*Exercise material:*
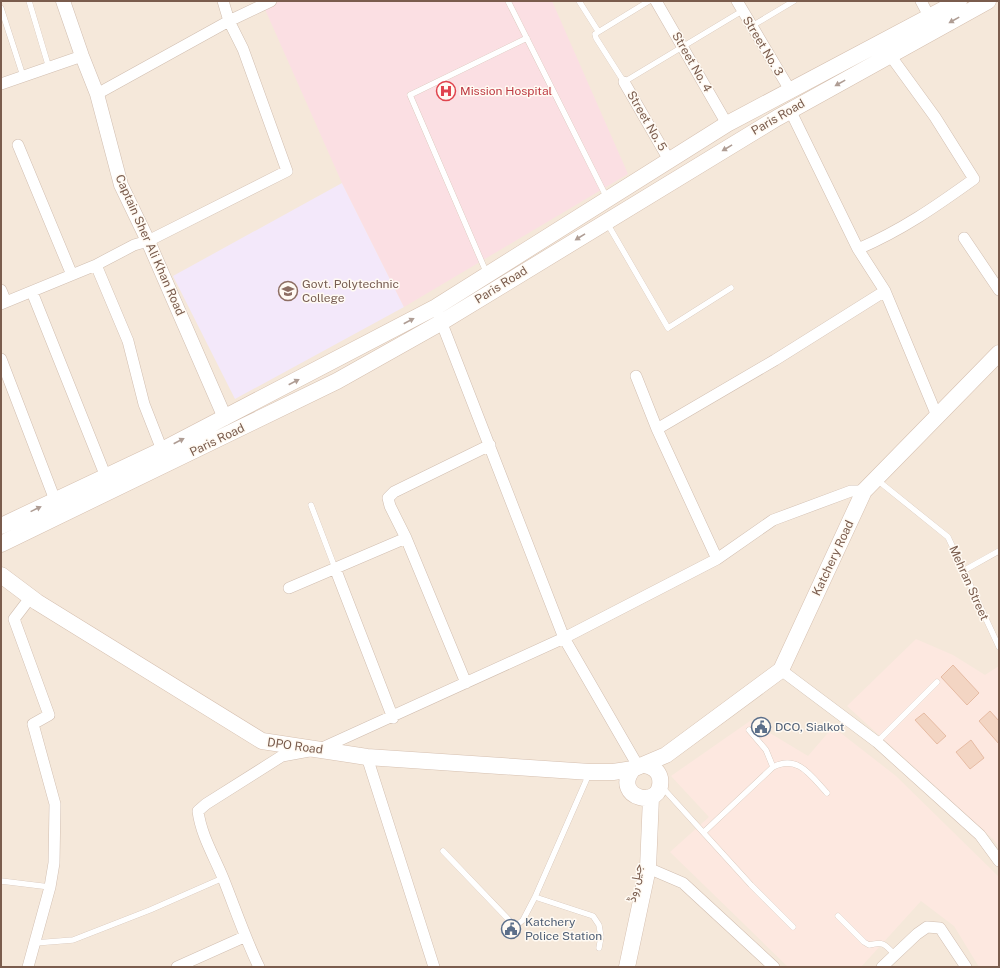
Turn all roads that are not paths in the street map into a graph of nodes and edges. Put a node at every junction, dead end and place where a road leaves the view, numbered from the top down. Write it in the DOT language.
graph roads {
  1 [pos="29,1"];
  2 [pos="63,1"];
  3 [pos="223,1"];
  4 [pos="271,1"];
  5 [pos="508,1"];
  6 [pos="579,1"];
  7 [pos="649,1"];
  8 [pos="656,1"];
  9 [pos="794,1"];
  10 [pos="921,1"];
  11 [pos="959,1"];
  12 [pos="988,1"];
  13 [pos="740,6"];
  14 [pos="1,8"];
  15 [pos="930,18"];
  16 [pos="229,21"];
  17 [pos="752,26"];
  18 [pos="598,31"];
  19 [pos="527,38"];
  20 [pos="683,46"];
  21 [pos="886,49"];
  22 [pos="82,56"];
  23 [pos="49,68"];
  24 [pos="23,76"];
  25 [pos="624,82"];
  26 [pos="1,84"];
  27 [pos="790,90"];
  28 [pos="97,94"];
  29 [pos="790,110"];
  30 [pos="727,124"];
  31 [pos="18,145"];
  32 [pos="669,160"];
  33 [pos="608,200"];
  34 [pos="606,221"];
  35 [pos="964,238"];
  36 [pos="148,240"];
  37 [pos="858,249"];
  38 [pos="96,266"];
  39 [pos="488,274"];
  40 [pos="72,275"];
  41 [pos="731,288"];
  42 [pos="1,290"];
  43 [pos="999,290"];
  44 [pos="32,292"];
  45 [pos="885,292"];
  46 [pos="3,303"];
  47 [pos="439,314"];
  48 [pos="999,353"];
  49 [pos="1,359"];
  50 [pos="329,364"];
  51 [pos="4,374"];
  52 [pos="636,376"];
  53 [pos="337,381"];
  54 [pos="937,416"];
  55 [pos="225,418"];
  56 [pos="657,429"];
  57 [pos="490,445"];
  58 [pos="162,450"];
  59 [pos="106,477"];
  60 [pos="876,479"];
  61 [pos="864,491"];
  62 [pos="55,500"];
  63 [pos="311,505"];
  64 [pos="1,526"];
  65 [pos="406,538"];
  66 [pos="1,544"];
  67 [pos="999,551"];
  68 [pos="717,559"];
  69 [pos="335,568"];
  70 [pos="963,571"];
  71 [pos="1,575"];
  72 [pos="289,588"];
  73 [pos="30,598"];
  74 [pos="564,638"];
  75 [pos="999,647"];
  76 [pos="781,670"];
  77 [pos="937,682"];
  78 [pos="466,683"];
  79 [pos="393,718"];
  80 [pos="749,730"];
  81 [pos="877,742"];
  82 [pos="320,749"];
  83 [pos="367,757"];
  84 [pos="773,767"];
  85 [pos="640,770"];
  86 [pos="590,772"];
  87 [pos="661,785"];
  88 [pos="827,793"];
  89 [pos="644,797"];
  90 [pos="704,832"];
  91 [pos="442,851"];
  92 [pos="999,861"];
  93 [pos="648,868"];
  94 [pos="223,878"];
  95 [pos="1,881"];
  96 [pos="50,887"];
  97 [pos="535,897"];
  98 [pos="838,916"];
  99 [pos="794,927"];
  100 [pos="244,937"];
  101 [pos="35,943"];
  102 [pos="599,948"];
  103 [pos="895,955"];
  104 [pos="28,967"];
  105 [pos="177,967"];
  106 [pos="259,967"];
  107 [pos="434,967"];
  108 [pos="618,967"];
  109 [pos="627,967"];
  110 [pos="774,967"];
  111 [pos="882,967"];
  112 [pos="966,967"];
  1 -- 23 [label="lane"];
  2 -- 22 [label="street, Captain Sher Ali Khan Road"];
  3 -- 16 [label="street"];
  4 -- 16 [label="street"];
  5 -- 19 [label="lane"];
  6 -- 18 [label="lane"];
  7 -- 18 [label="lane"];
  8 -- 20 [label="street, Street No. 4"];
  9 -- 17 [label="lane"];
  10 -- 15 [label="street"];
  11 -- 15 [label="main road, Paris Road"];
  12 -- 21 [label="main road, Paris Road, one-way"];
  13 -- 17 [label="street, Street No. 3"];
  13 -- 20 [label="lane"];
  14 -- 24 [label="lane"];
  15 -- 21 [label="main road, Paris Road"];
  16 -- 28 [label="street"];
  16 -- 36 [label="street"];
  17 -- 27 [label="street, Street No. 3"];
  18 -- 25 [label="lane"];
  19 -- 33 [label="lane"];
  19 -- 39 [label="lane"];
  20 -- 25 [label="lane"];
  20 -- 30 [label="street, Street No. 4"];
  21 -- 27 [label="main road, Paris Road"];
  21 -- 29 [label="main road, Paris Road, one-way"];
  21 -- 37 [label="street"];
  22 -- 23 [label="street"];
  22 -- 28 [label="street, Captain Sher Ali Khan Road"];
  23 -- 24 [label="street"];
  24 -- 26 [label="street"];
  25 -- 32 [label="street, Street No. 5"];
  27 -- 30 [label="main road, Paris Road"];
  28 -- 36 [label="street, Captain Sher Ali Khan Road"];
  29 -- 34 [label="main road, Paris Road, one-way"];
  29 -- 37 [label="street"];
  30 -- 32 [label="main road, Paris Road"];
  31 -- 40 [label="street"];
  32 -- 33 [label="main road, Paris Road"];
  33 -- 39 [label="main road, Paris Road"];
  34 -- 41 [label="lane"];
  34 -- 47 [label="main road, Paris Road, one-way"];
  35 -- 43 [label="street"];
  36 -- 38 [label="street"];
  36 -- 55 [label="street, Captain Sher Ali Khan Road"];
  37 -- 45 [label="street"];
  38 -- 40 [label="street"];
  38 -- 58 [label="street"];
  39 -- 47 [label="main road, Paris Road"];
  40 -- 44 [label="street"];
  42 -- 46 [label="street"];
  44 -- 46 [label="street"];
  44 -- 59 [label="street"];
  45 -- 54 [label="street"];
  45 -- 56 [label="street"];
  50 -- 47 [label="main road, Paris Road, one-way"];
  47 -- 53 [label="main road, Paris Road"];
  47 -- 57 [label="street"];
  48 -- 54 [label="main road, Katchery Road"];
  49 -- 51 [label="street"];
  50 -- 53 [label="main road"];
  55 -- 50 [label="main road, Paris Road, one-way"];
  51 -- 62 [label="street"];
  52 -- 56 [label="street"];
  53 -- 66 [label="main road, Paris Road"];
  54 -- 60 [label="main road, Katchery Road"];
  58 -- 55 [label="main road, Paris Road, one-way"];
  56 -- 68 [label="street"];
  57 -- 65 [label="street"];
  57 -- 74 [label="street"];
  58 -- 59 [label="main road, Paris Road"];
  59 -- 62 [label="main road, Paris Road"];
  60 -- 61 [label="main road, Katchery Road"];
  60 -- 70 [label="lane, Mehran Street"];
  61 -- 68 [label="street"];
  61 -- 76 [label="main road, Katchery Road"];
  64 -- 62 [label="main road, Paris Road, one-way"];
  63 -- 69 [label="lane"];
  65 -- 69 [label="street"];
  65 -- 78 [label="street"];
  67 -- 70 [label="lane"];
  68 -- 74 [label="street"];
  69 -- 72 [label="street"];
  69 -- 79 [label="street"];
  70 -- 75 [label="lane, Mehran Street"];
  71 -- 73 [label="main road, DPO Road"];
  73 -- 82 [label="main road, DPO Road"];
  73 -- 96 [label="street"];
  74 -- 78 [label="street"];
  74 -- 85 [label="street"];
  76 -- 81 [label="street"];
  76 -- 85 [label="main road, Katchery Road"];
  77 -- 81 [label="lane"];
  78 -- 79 [label="street"];
  79 -- 82 [label="street"];
  80 -- 84 [label="lane"];
  81 -- 92 [label="street"];
  82 -- 83 [label="main road, DPO Road"];
  82 -- 94 [label="street"];
  83 -- 86 [label="main road, DPO Road"];
  83 -- 107 [label="street"];
  84 -- 88 [label="lane"];
  84 -- 90 [label="lane"];
  85 -- 86 [label="main road, DPO Road"];
  85 -- 87 [label="main road"];
  85 -- 89 [label="main road"];
  86 -- 97 [label="lane"];
  87 -- 89 [label="main road"];
  87 -- 90 [label="lane"];
  89 -- 93 [label="main road"];
  89 -- 108 [label="main road, جیل روڈ"];
  90 -- 99 [label="lane"];
  91 -- 97 [label="lane"];
  93 -- 109 [label="main road"];
  93 -- 110 [label="street"];
  94 -- 100 [label="street"];
  94 -- 101 [label="lane"];
  95 -- 96 [label="lane"];
  96 -- 101 [label="street"];
  97 -- 102 [label="lane"];
  98 -- 103 [label="lane"];
  100 -- 105 [label="street"];
  100 -- 106 [label="street"];
  101 -- 104 [label="street"];
  103 -- 111 [label="street"];
  103 -- 112 [label="street"];
}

*Work to complete:*
All that is needed is how many lines of the data contain "Captain", stated as a number.

*The completed task:*
4